L’auto immagine è chi pensiamo di essere, come vogliamo essere, quello che vogliamo avere nella vita – sia essa una casa fatta in un certo modo, un certo tipo di compagno o amante che incontra i nostri criteri. “Sono una persona buona e mi merito questo,” oppure “ sono una persona cattiva.” L’immagine di noi a cui siamo attaccati è spesso negativa. Tutti hanno una qualche immagine di sé negativa. Se sei attaccato all’essere buono, cercherai sempre delle prove che ciò sia vero. Potresti essere attaccato all’immagine di essere buono, forte, potente, ricco, bello, popolare, sposato, single, ecc… Questo è il livello più superficiale, è il modo in cui la maggioranza delle persone vive. Il più comune livello di consapevolezza è focalizzato su questa auto immagine superficiale.

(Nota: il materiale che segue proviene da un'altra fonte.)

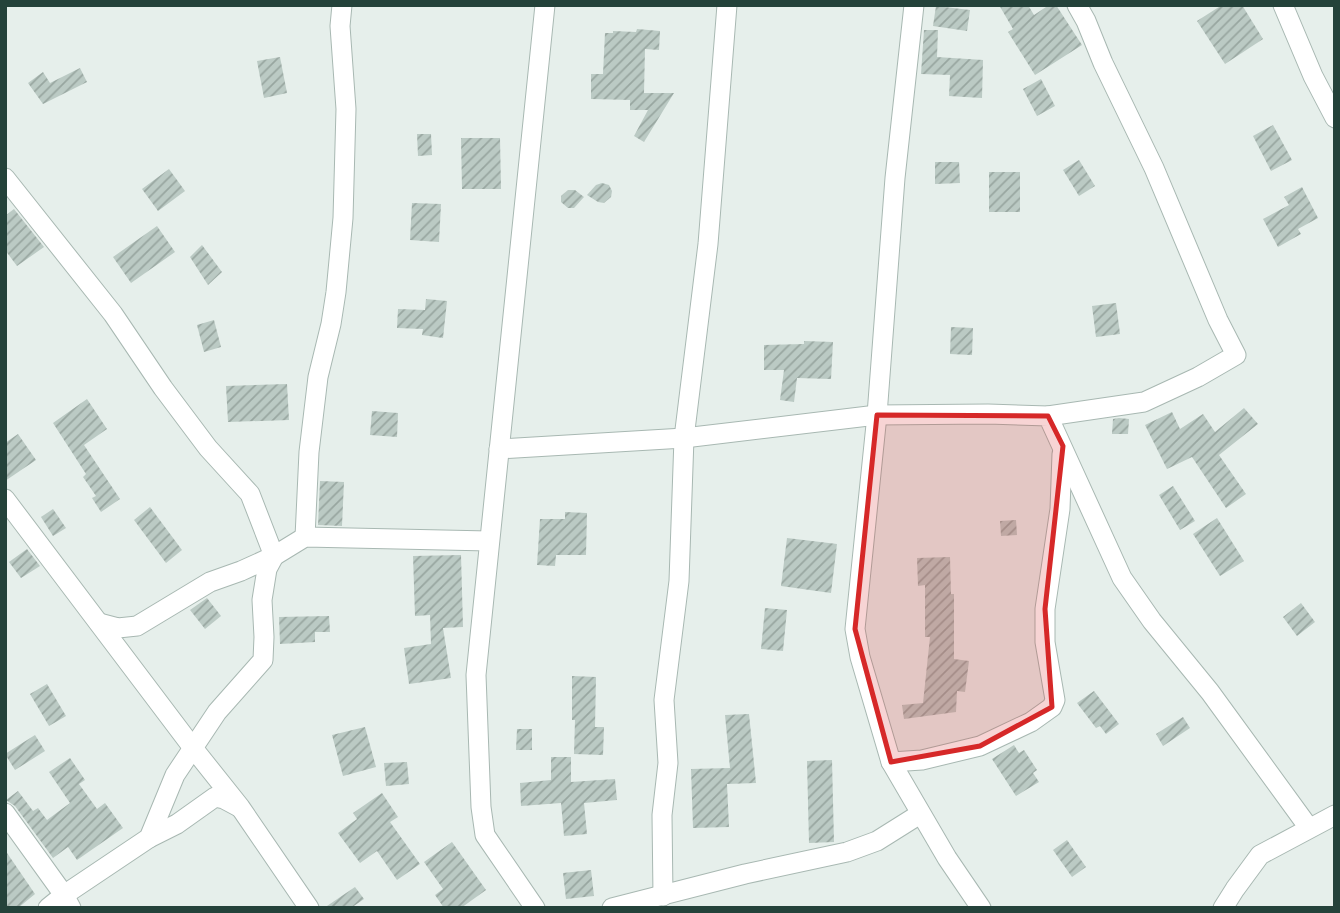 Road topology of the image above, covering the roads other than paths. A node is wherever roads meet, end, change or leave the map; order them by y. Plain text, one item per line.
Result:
1 (342, 5) edge
2 (545, 5) edge
3 (727, 5) edge
4 (915, 5) edge
5 (1077, 5) edge
6 (1283, 5) edge
7 (1335, 118) edge
8 (5, 178) edge
9 (877, 415) junction
10 (1048, 416) junction
11 (684, 438) junction
12 (1063, 446) junction
13 (499, 449) junction
14 (5, 499) edge
15 (306, 537) junction
16 (489, 541) junction
17 (274, 556) junction
18 (99, 623) junction
19 (193, 748) junction
20 (891, 762) junction
21 (240, 807) junction
22 (5, 813) edge
23 (920, 814) junction
24 (1335, 815) edge
25 (1309, 828) junction
26 (149, 838) junction
27 (663, 896) junction
28 (68, 901) edge
29 (48, 908) edge
30 (309, 908) edge
31 (535, 908) edge
32 (612, 908) edge
33 (981, 908) edge
34 (1223, 908) edge

1 - 15 street
2 - 13 street
3 - 11 street
4 - 9 street
5 - 10 street
6 - 7 street
8 - 17 street
9 - 10 street
9 - 11 street
9 - 20 street
10 - 12 street
11 - 13 street
11 - 27 street
12 - 20 street
12 - 25 street
13 - 16 street
14 - 18 street
15 - 16 street
15 - 17 street
16 - 31 street
17 - 18 street
17 - 19 street
18 - 19 street
19 - 21 street
19 - 26 street
20 - 23 street
21 - 26 street
21 - 30 street
22 - 28 street
23 - 27 street
23 - 33 street
24 - 25 street
25 - 34 street
26 - 28 street
27 - 32 street
28 - 29 street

Normalmente ci identifichiamo con la nostra immagine, che è chi pensiamo di essere. La questione dell’identità con chi pensiamo di essere è alla radice dell’attaccamento. Quello che in ultima analisi vogliamo è lottare per sostenere questa credenza: attualizzare, proteggere, e difendere chi veramente siamo. Vogliamo rendere permanente chi siamo veramente e, a seconda dell’idea che abbiamo su chi pensiamo di essere, questo è ciò a cui ci attacchiamo.

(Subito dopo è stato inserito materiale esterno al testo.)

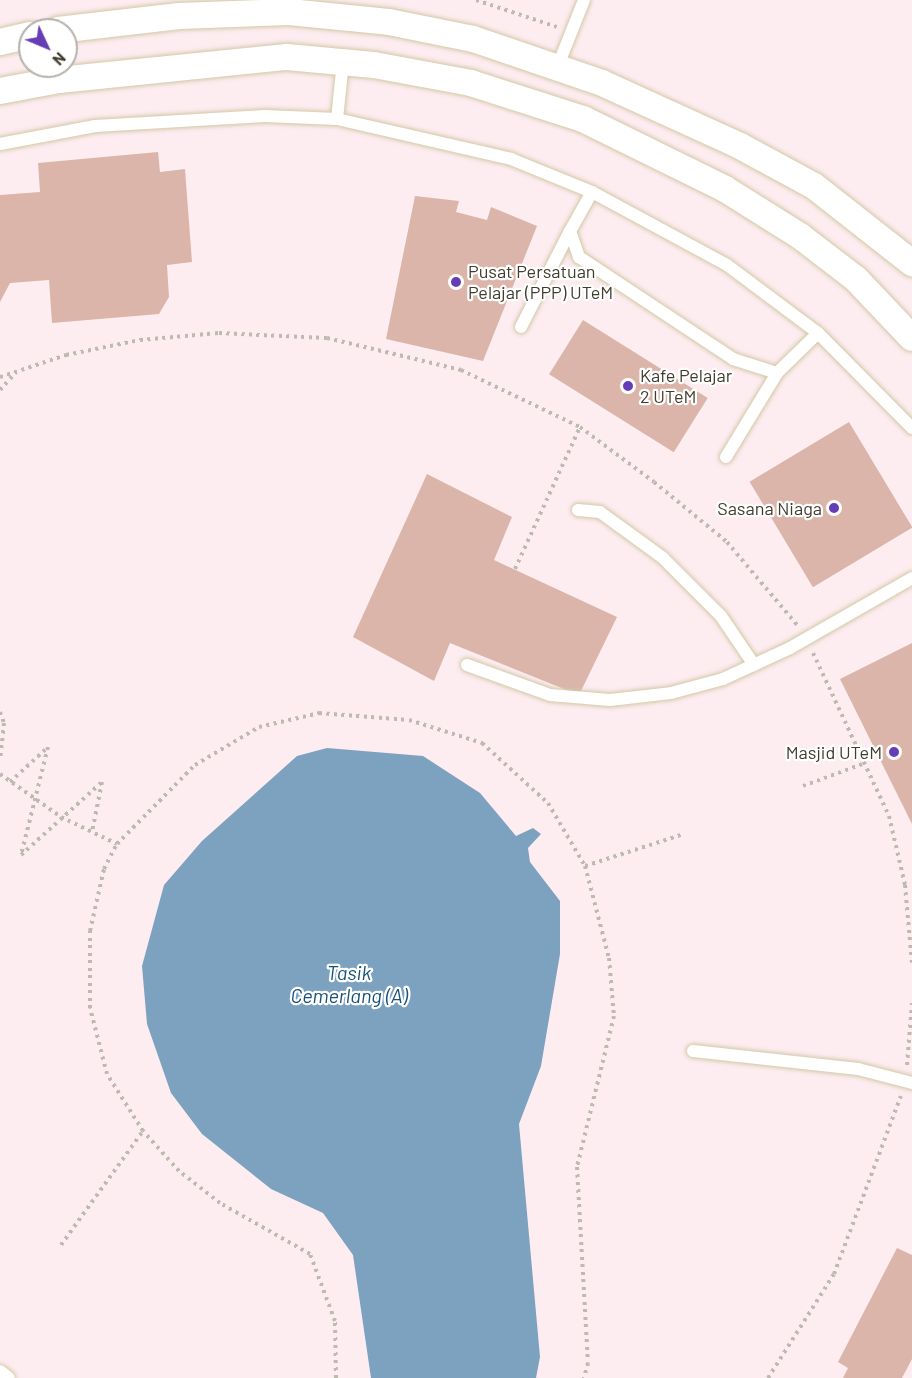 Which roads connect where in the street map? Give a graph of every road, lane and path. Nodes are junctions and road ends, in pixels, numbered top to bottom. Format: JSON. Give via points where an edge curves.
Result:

All’inizio, l’identità si manifesta come auto immagine, e la maggioranza dell’umanità sembra essere occupata con questo livello. La tua identità è prevalentemente investita nell’immagine, che è il modo in cui le cose appaiono, e questo è ciò a cui ci si attacca. L’auto immagine viene nutrita da una miriade di attaccamenti, dalla tua automobile ai tuoi amici, ai tuoi interessi, da ciò che ti piace e da ciò che non ti piace, così come dalle tue idee e sentimenti, le tue filosofie, tutta la parte conscia della tua consapevolezza di ogni dato momento.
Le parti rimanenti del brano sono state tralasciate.